- [Aim of the exercise]
All that is wanted is an exact copy of the lines below, starting at the one that contains "Digitize the connectivity of the" and running to the end.

Stored data entries:
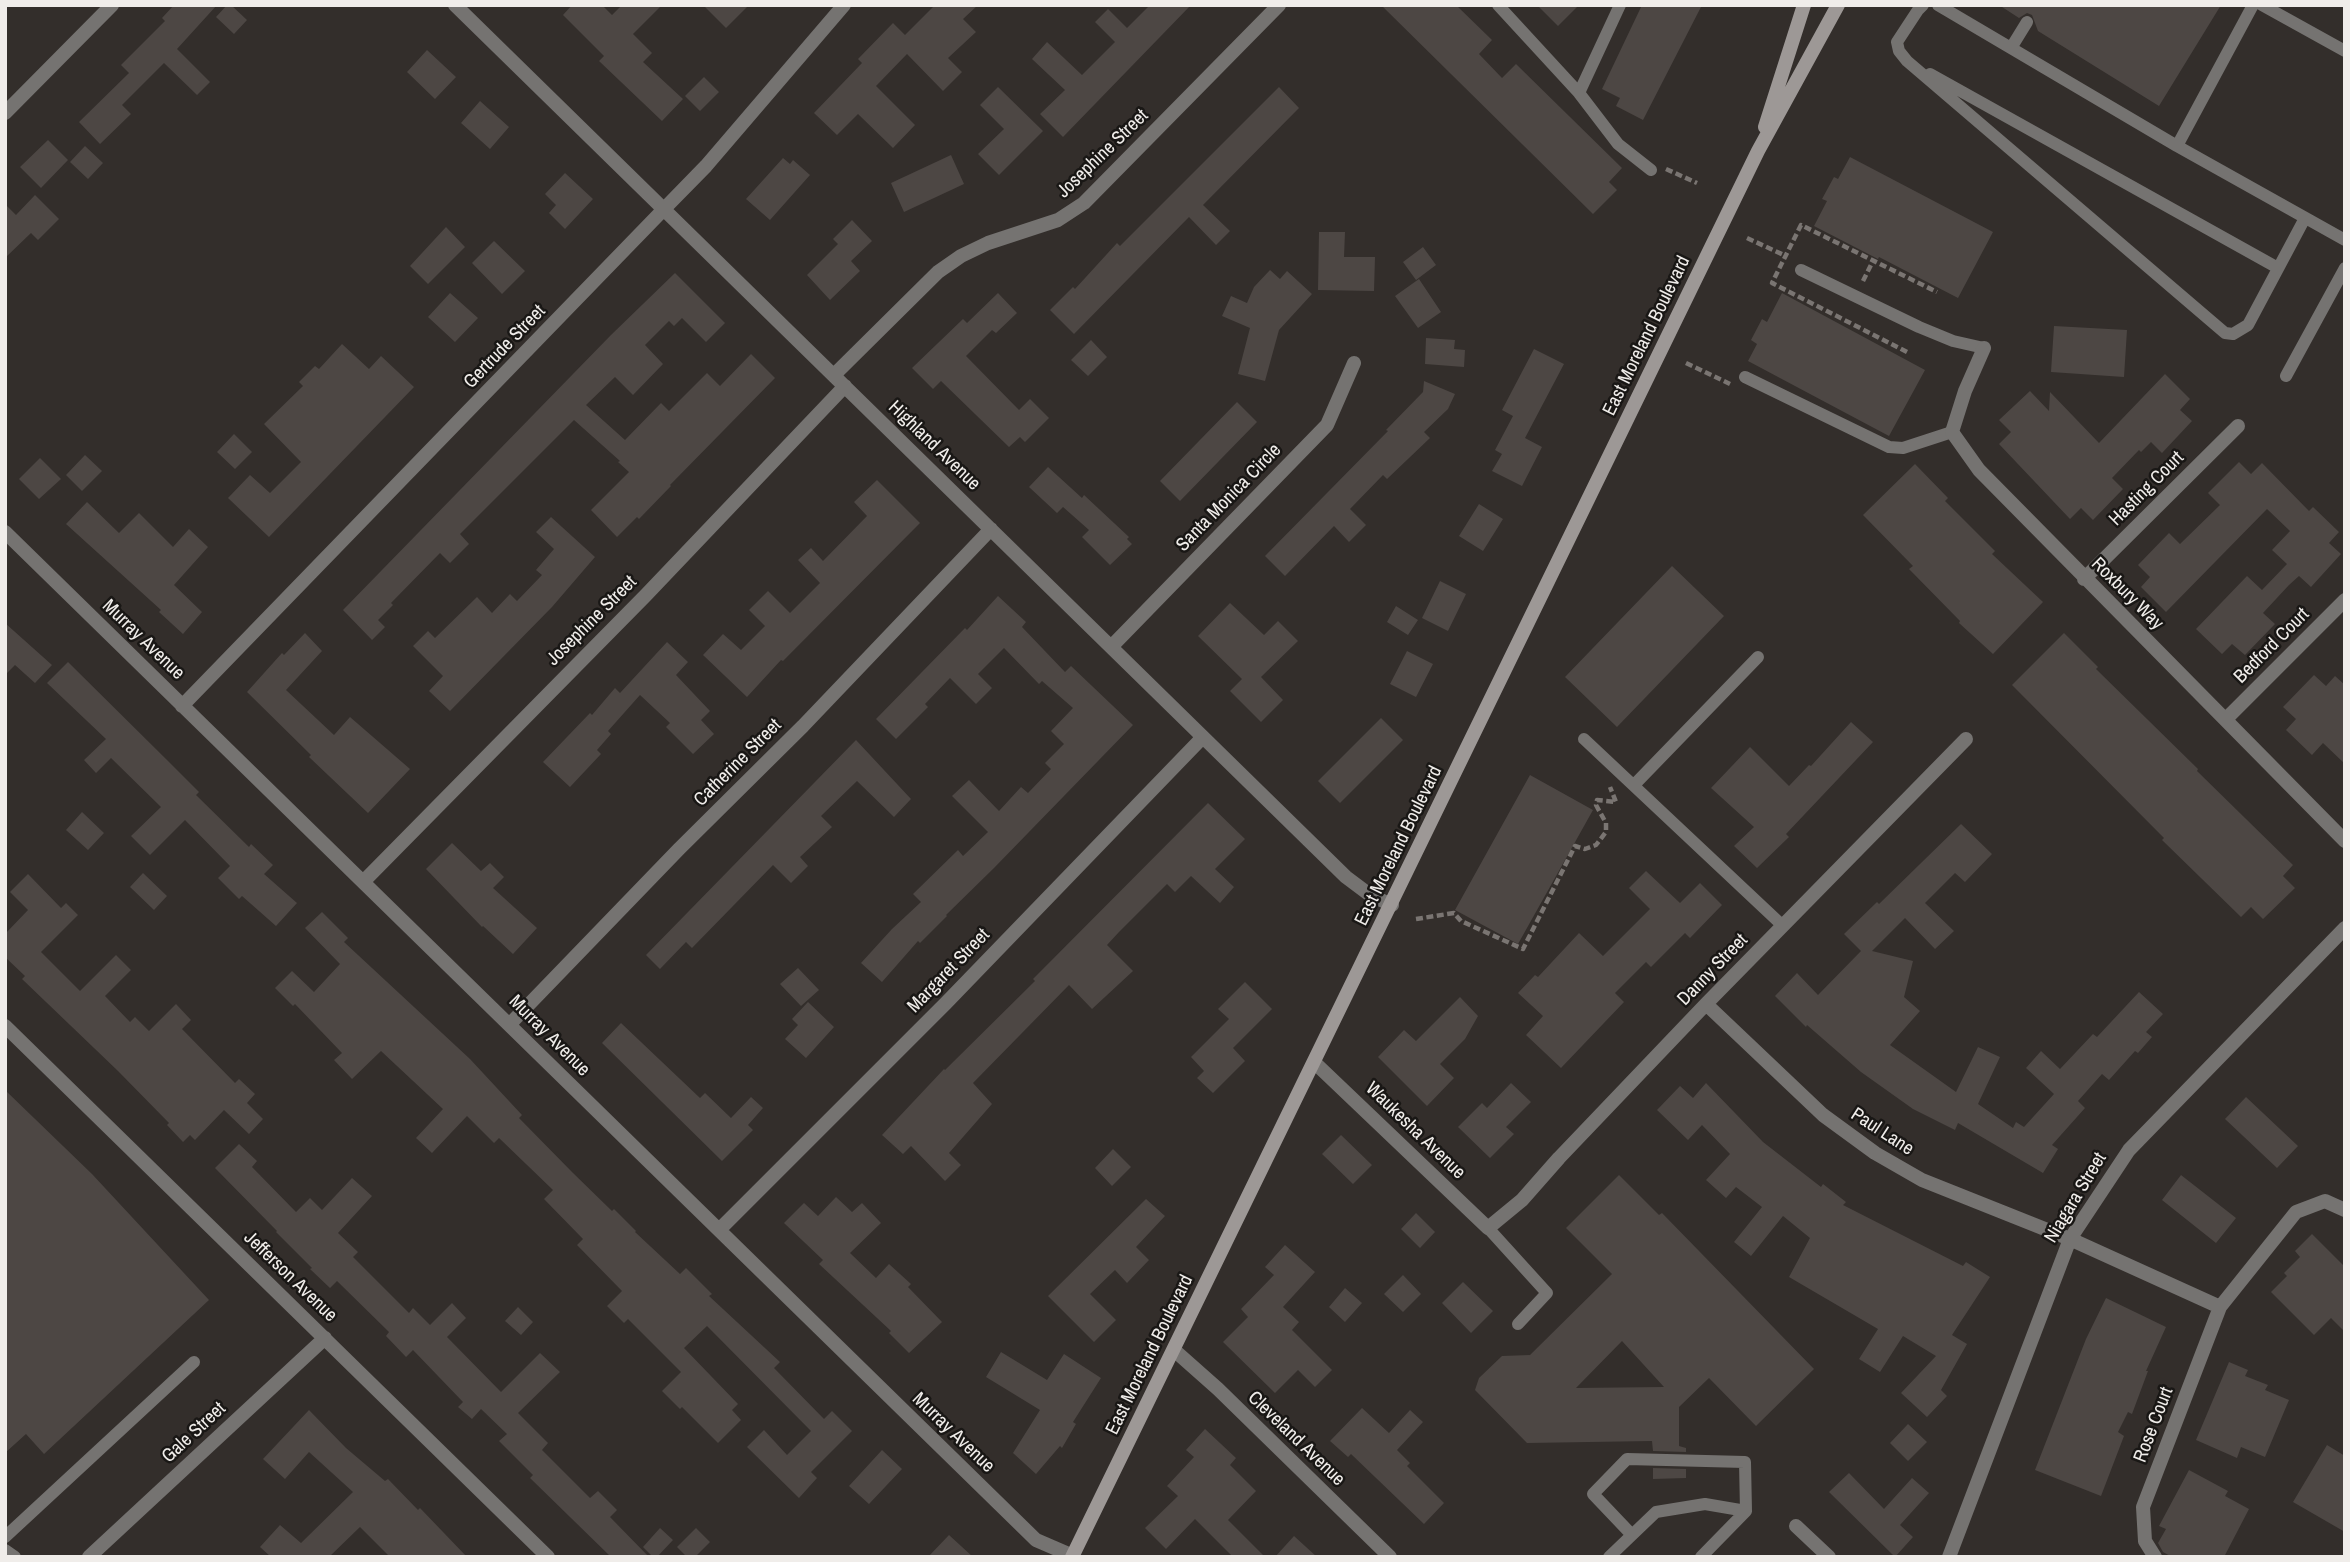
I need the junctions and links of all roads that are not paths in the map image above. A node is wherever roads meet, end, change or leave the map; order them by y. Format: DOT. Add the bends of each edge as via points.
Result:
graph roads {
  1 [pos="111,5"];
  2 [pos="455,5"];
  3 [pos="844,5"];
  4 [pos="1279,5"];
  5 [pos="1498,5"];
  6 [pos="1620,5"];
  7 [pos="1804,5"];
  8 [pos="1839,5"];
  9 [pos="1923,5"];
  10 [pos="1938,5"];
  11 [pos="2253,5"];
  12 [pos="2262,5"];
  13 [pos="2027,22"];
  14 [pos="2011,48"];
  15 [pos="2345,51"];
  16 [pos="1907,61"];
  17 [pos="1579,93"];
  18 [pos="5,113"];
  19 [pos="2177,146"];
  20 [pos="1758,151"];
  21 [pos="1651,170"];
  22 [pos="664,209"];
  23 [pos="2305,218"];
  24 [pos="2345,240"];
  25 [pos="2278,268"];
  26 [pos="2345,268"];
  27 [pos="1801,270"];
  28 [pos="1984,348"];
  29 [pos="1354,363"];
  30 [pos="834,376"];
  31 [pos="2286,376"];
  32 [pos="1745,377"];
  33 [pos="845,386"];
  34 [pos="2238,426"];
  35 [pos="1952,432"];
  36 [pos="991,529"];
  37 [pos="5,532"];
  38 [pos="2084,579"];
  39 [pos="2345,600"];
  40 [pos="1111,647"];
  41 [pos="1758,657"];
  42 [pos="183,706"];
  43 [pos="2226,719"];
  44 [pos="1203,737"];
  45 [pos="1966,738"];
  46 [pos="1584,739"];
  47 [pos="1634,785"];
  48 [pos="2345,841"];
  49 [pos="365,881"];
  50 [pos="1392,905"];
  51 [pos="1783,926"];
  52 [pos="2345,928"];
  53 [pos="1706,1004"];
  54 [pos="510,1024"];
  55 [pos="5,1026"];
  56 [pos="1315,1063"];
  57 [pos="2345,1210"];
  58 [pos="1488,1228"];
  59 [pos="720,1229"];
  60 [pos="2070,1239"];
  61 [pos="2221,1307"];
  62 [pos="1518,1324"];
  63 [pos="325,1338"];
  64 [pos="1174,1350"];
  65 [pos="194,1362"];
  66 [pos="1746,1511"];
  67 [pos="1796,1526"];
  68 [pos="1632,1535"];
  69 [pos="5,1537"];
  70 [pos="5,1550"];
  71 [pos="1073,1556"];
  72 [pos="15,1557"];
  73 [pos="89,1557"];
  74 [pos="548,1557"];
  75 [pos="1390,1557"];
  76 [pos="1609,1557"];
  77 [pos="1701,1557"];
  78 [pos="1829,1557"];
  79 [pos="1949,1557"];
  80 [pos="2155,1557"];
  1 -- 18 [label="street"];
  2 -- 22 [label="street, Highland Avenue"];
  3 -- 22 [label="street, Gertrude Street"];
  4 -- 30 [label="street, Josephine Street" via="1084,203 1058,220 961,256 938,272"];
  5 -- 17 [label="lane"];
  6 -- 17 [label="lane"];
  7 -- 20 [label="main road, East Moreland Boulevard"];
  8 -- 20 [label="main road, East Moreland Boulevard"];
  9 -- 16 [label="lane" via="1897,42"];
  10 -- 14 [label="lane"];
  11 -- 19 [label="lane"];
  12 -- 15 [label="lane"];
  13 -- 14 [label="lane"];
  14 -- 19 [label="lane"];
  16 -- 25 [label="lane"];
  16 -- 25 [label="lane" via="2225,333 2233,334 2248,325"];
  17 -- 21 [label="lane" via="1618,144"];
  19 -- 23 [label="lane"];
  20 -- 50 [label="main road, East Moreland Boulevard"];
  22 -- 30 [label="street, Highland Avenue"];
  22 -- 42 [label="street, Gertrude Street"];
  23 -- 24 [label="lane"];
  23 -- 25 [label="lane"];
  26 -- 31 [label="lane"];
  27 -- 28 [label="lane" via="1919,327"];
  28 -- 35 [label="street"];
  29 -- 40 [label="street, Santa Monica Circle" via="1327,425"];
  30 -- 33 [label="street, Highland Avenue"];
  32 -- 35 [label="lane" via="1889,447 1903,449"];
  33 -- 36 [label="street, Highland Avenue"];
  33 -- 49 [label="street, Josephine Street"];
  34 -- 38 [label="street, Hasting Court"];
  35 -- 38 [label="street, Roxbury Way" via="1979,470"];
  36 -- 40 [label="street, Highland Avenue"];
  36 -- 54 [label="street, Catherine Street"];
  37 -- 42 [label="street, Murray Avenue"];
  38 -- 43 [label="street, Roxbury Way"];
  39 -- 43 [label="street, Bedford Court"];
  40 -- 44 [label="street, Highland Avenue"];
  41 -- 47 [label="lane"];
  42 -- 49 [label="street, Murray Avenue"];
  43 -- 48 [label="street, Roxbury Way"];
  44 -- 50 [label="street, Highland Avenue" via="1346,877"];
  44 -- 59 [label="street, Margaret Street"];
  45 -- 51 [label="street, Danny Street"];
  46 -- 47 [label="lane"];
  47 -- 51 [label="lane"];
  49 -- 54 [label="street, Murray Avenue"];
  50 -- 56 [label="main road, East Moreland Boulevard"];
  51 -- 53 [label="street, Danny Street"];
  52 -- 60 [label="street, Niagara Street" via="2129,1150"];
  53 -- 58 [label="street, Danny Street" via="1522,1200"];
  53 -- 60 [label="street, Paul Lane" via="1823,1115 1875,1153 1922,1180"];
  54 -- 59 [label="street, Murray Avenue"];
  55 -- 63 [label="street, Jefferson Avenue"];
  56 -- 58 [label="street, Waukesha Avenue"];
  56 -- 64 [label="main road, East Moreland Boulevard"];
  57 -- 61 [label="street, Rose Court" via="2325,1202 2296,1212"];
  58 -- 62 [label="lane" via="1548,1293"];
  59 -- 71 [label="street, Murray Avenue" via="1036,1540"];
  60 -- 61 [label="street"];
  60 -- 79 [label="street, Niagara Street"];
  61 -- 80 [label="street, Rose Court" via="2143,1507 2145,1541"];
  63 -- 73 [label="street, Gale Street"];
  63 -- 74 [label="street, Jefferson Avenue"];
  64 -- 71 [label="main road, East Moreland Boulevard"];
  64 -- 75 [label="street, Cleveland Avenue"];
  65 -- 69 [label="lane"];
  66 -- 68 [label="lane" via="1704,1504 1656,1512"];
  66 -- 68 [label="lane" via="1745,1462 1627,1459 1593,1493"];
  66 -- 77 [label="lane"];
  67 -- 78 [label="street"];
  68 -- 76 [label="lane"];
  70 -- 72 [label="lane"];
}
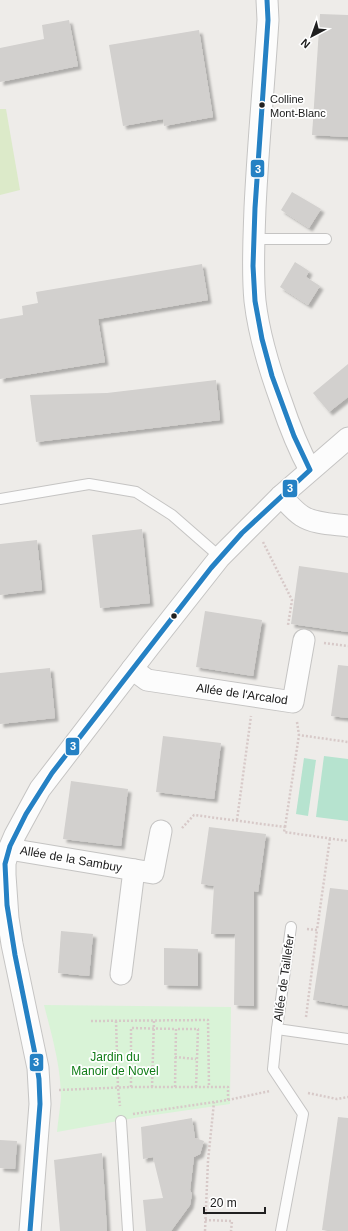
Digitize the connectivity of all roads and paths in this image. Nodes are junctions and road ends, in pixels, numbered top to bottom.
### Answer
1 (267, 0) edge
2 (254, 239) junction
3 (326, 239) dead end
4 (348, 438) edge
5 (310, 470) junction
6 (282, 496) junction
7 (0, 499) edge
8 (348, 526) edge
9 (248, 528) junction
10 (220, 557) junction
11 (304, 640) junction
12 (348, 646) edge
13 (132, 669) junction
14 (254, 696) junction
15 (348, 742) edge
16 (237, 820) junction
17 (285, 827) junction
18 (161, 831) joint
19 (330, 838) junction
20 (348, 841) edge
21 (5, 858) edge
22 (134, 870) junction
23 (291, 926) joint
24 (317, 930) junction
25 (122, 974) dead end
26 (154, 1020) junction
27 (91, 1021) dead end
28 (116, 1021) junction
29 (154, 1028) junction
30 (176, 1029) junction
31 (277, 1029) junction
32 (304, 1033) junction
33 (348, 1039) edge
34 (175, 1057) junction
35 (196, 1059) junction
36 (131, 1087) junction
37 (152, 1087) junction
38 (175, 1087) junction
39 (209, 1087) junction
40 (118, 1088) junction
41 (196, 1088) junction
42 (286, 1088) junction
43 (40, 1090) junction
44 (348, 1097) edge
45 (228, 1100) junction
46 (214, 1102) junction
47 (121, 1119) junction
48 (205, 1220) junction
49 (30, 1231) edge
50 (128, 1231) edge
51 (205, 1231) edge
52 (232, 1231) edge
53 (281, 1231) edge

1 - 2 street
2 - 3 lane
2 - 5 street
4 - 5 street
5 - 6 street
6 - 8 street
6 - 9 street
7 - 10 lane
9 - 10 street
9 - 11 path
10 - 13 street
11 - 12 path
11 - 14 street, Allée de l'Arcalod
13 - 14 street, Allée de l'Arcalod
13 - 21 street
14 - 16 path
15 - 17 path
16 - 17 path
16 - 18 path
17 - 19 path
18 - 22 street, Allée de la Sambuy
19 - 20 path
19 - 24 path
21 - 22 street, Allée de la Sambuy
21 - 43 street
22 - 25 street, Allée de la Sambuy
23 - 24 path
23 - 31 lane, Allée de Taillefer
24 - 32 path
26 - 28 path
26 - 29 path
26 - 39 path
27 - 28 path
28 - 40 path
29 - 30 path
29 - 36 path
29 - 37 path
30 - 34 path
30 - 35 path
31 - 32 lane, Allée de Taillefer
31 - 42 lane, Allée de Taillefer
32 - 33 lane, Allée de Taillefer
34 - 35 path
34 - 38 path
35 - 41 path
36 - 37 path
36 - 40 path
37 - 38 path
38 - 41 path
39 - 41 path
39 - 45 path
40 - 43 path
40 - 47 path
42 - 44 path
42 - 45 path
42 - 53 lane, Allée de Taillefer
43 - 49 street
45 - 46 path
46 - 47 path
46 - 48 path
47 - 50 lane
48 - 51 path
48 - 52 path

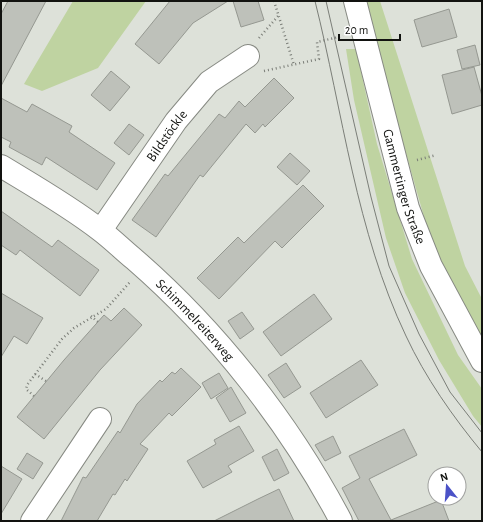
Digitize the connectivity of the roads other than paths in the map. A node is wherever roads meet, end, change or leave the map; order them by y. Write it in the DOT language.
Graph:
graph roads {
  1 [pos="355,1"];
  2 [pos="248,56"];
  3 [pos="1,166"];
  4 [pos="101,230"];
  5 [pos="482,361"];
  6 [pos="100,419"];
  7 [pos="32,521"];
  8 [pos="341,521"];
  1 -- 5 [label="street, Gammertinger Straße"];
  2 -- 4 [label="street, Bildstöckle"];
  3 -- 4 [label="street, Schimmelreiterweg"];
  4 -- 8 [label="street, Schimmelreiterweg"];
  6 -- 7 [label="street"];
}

- [Answer below]
Digitize the connectivity of the roads other than paths in the map. A node is wherever roads meet, end, change or leave the map; order them by y. Write it in the DOT language.
Graph:
graph roads {
  1 [pos="355,1"];
  2 [pos="248,56"];
  3 [pos="1,166"];
  4 [pos="101,230"];
  5 [pos="482,361"];
  6 [pos="100,419"];
  7 [pos="32,521"];
  8 [pos="341,521"];
  1 -- 5 [label="street, Gammertinger Straße"];
  2 -- 4 [label="street, Bildstöckle"];
  3 -- 4 [label="street, Schimmelreiterweg"];
  4 -- 8 [label="street, Schimmelreiterweg"];
  6 -- 7 [label="street"];
}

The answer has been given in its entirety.